From the Departments of Psychiatry (Drs Pajer, Gardner, and Perel and Mr Neal) and Medicine (Dr Gardner), University of Pittsburgh School of Medicine, Pittsburgh, Pa; and Center for Neurosciences Research, Allegheny General Hospital, Pittsburgh (Dr Rubin).

Arch Gen Psychiatry. 2001;58(3):297-302. doi:10.1001/archpsyc.58.3.297

Background  Female adolescent antisocial behavior is increasing, but little is known about the neuroendocrinologic aspects of this disorder. On the basis of reports of decreased cortisol levels in antisocial males, we investigated morning plasma cortisol levels in adolescent girls with conduct disorder (CD).
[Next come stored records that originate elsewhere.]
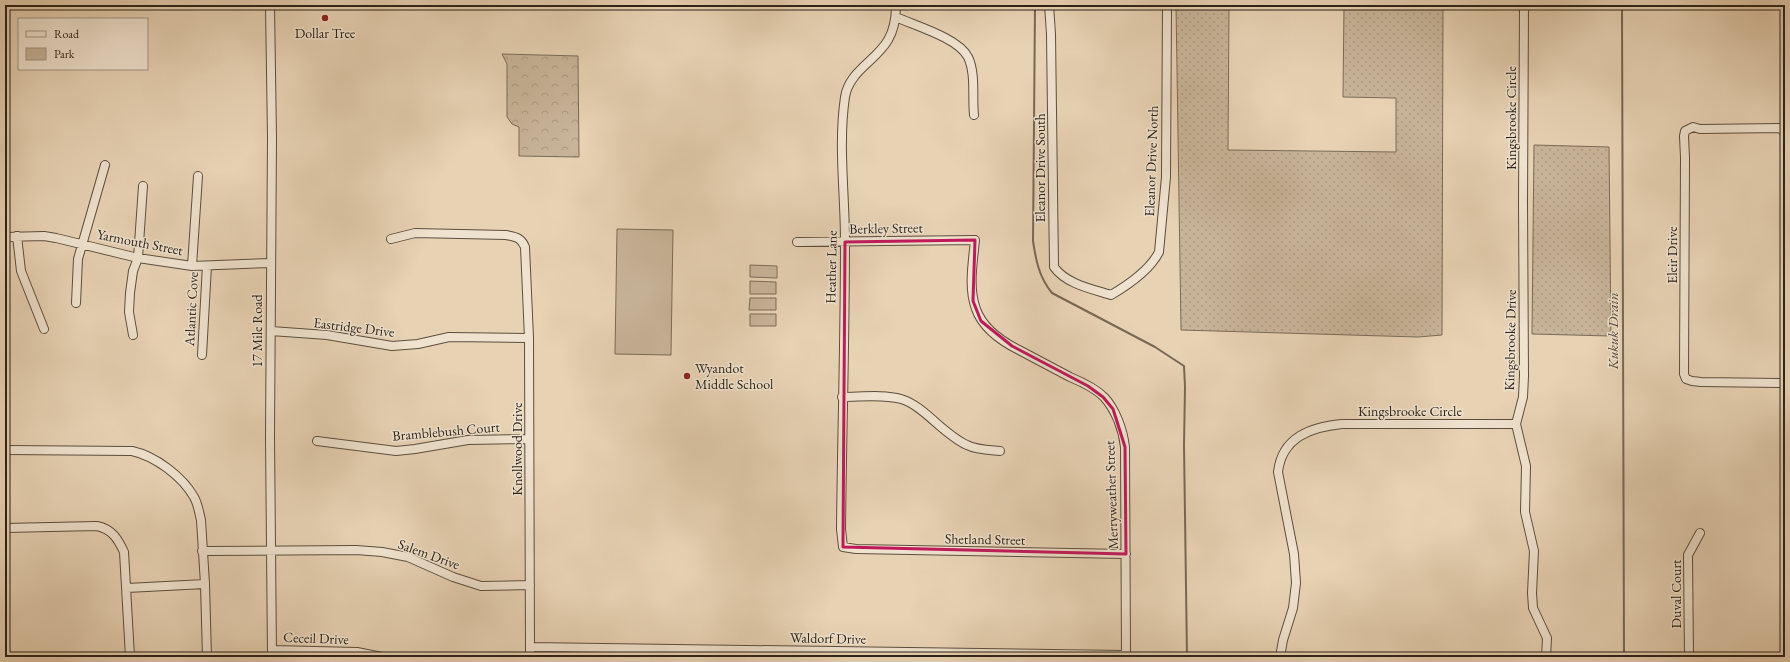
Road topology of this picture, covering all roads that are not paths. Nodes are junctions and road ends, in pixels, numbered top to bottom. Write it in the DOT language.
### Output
graph roads {
  1 [pos="270,5"];
  2 [pos="896,5"];
  3 [pos="1049,5"];
  4 [pos="1167,5"];
  5 [pos="1524,5"];
  6 [pos="896,17"];
  7 [pos="974,115"];
  8 [pos="1784,131"];
  9 [pos="105,165"];
  10 [pos="198,176"];
  11 [pos="143,186"];
  12 [pos="17,236"];
  13 [pos="5,237"];
  14 [pos="391,239"];
  15 [pos="975,240"];
  16 [pos="797,242"];
  17 [pos="845,242"];
  18 [pos="82,244"];
  19 [pos="138,258"];
  20 [pos="270,263"];
  21 [pos="192,266"];
  22 [pos="207,266"];
  23 [pos="1524,280"];
  24 [pos="1111,295"];
  25 [pos="76,303"];
  26 [pos="44,328"];
  27 [pos="271,331"];
  28 [pos="133,335"];
  29 [pos="529,338"];
  30 [pos="202,355"];
  31 [pos="1785,383"];
  32 [pos="842,396"];
  33 [pos="1516,424"];
  34 [pos="530,438"];
  35 [pos="317,441"];
  36 [pos="5,450"];
  37 [pos="1000,451"];
  38 [pos="5,528"];
  39 [pos="1700,533"];
  40 [pos="843,547"];
  41 [pos="271,549"];
  42 [pos="202,551"];
  43 [pos="1126,554"];
  44 [pos="205,584"];
  45 [pos="530,585"];
  46 [pos="127,588"];
  47 [pos="531,647"];
  48 [pos="272,653"];
  49 [pos="840,654"];
  50 [pos="1126,656"];
  51 [pos="130,657"];
  52 [pos="207,657"];
  53 [pos="382,657"];
  54 [pos="530,657"];
  55 [pos="1280,657"];
  56 [pos="1546,657"];
  57 [pos="1689,657"];
  1 -- 20 [label="street, 17 Mile Road"];
  2 -- 6 [label="street, Heather Lane"];
  3 -- 24 [label="street, Eleanor Drive South"];
  4 -- 24 [label="street, Eleanor Drive North"];
  5 -- 23 [label="street, Kingsbrooke Circle"];
  6 -- 7 [label="street"];
  6 -- 17 [label="street, Heather Lane"];
  8 -- 31 [label="street, Eleir Drive"];
  9 -- 18 [label="street"];
  10 -- 21 [label="street"];
  11 -- 19 [label="street"];
  12 -- 13 [label="street, Yarmouth Street"];
  12 -- 18 [label="street, Yarmouth Street"];
  12 -- 26 [label="street"];
  14 -- 29 [label="street, Knollwood Drive"];
  15 -- 17 [label="street, Berkley Street"];
  15 -- 43 [label="street, Merryweather Street"];
  16 -- 17 [label="street, Berkley Street"];
  17 -- 32 [label="street, Heather Lane"];
  18 -- 19 [label="street, Yarmouth Street"];
  18 -- 25 [label="street"];
  19 -- 21 [label="street, Yarmouth Street"];
  19 -- 28 [label="street"];
  20 -- 22 [label="street, Yarmouth Street"];
  20 -- 27 [label="street, 17 Mile Road"];
  21 -- 22 [label="street, Yarmouth Street"];
  22 -- 30 [label="street, Atlantic Cove"];
  23 -- 33 [label="street, Kingsbrooke Drive"];
  27 -- 29 [label="street, Eastridge Drive"];
  27 -- 41 [label="street, 17 Mile Road"];
  29 -- 34 [label="street, Knollwood Drive"];
  32 -- 37 [label="street"];
  32 -- 40 [label="street, Heather Lane"];
  33 -- 55 [label="street, Kingsbrooke Circle"];
  33 -- 56 [label="street"];
  34 -- 35 [label="street, Bramblebush Court"];
  34 -- 45 [label="street, Knollwood Drive"];
  36 -- 42 [label="street"];
  38 -- 46 [label="street"];
  39 -- 57 [label="street, Duval Court"];
  40 -- 43 [label="street, Shetland Street"];
  41 -- 42 [label="street, Salem Drive"];
  41 -- 45 [label="street, Salem Drive"];
  41 -- 48 [label="street, 17 Mile Road"];
  42 -- 44 [label="street"];
  43 -- 50 [label="street, Merryweather Street"];
  44 -- 46 [label="street"];
  44 -- 52 [label="street"];
  45 -- 47 [label="street, Knollwood Drive"];
  46 -- 51 [label="street"];
  47 -- 49 [label="street, Waldorf Drive"];
  47 -- 54 [label="street, Knollwood Drive"];
  48 -- 53 [label="street, Ceceil Drive"];
  49 -- 50 [label="street, Waldorf Drive"];
}
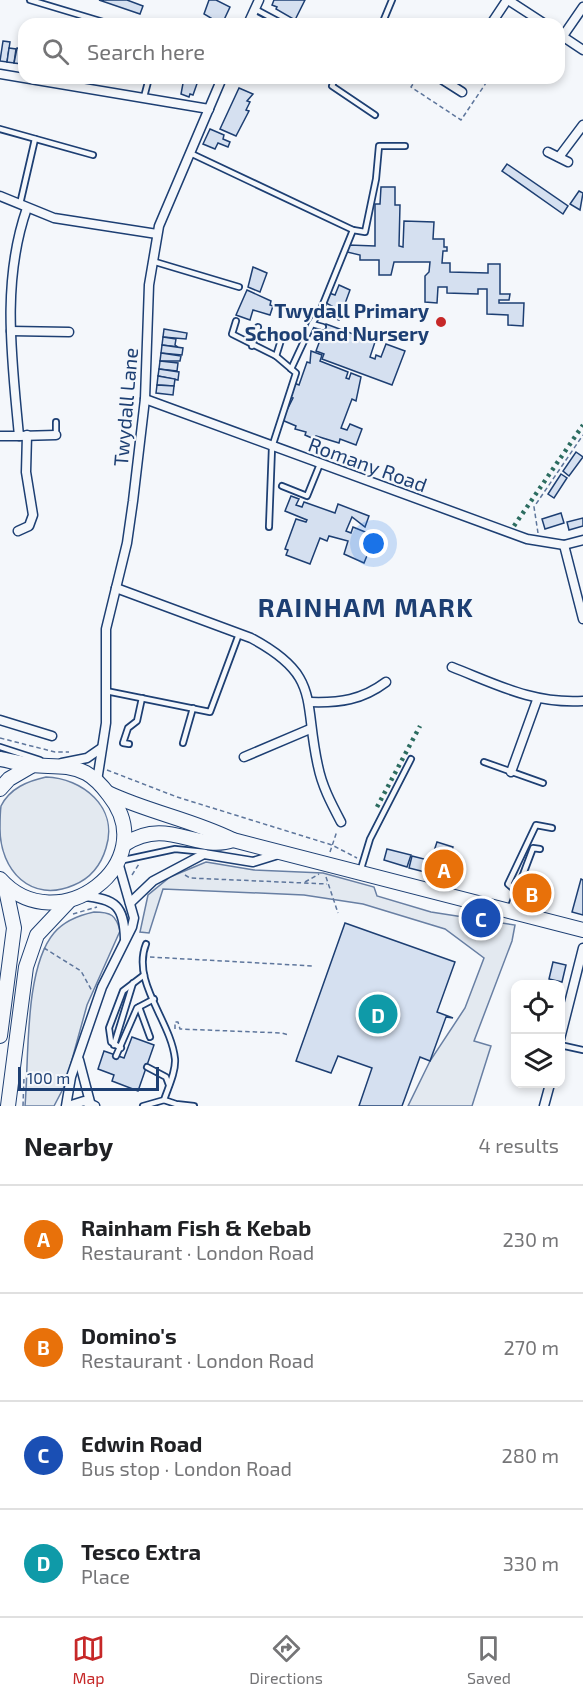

Methods  Three plasma samples for cortisol levels were taken every 20 minutes between 8 and 9 AM in 47 adolescent girls with CD (mean ± SD age, 16.5 ± 0.9 years) and 37 normal control girls (mean age, 16.0 ± 0.8 years). All blood was drawn within 72 hours after the onset of menstrual flow.

Results  Girls with CD had significantly lower cortisol levels than girls in the normal control group at all 3 sampling times. This finding was not due to procedural factors, demographic characteristics, or the use of medications. The girls with CD who had no other psychiatric problems had lower cortisol levels than girls with other disorders or those in the normal control group. In the multiple regression analysis, having CD predicted 10% of the variance in cortisol levels.

Conclusions  Morning plasma cortisol levels were significantly diminished in adolescent girls with CD. Decreased cortisol levels appear to be most strongly associated with antisocial girls who do not have other psychiatric disorders.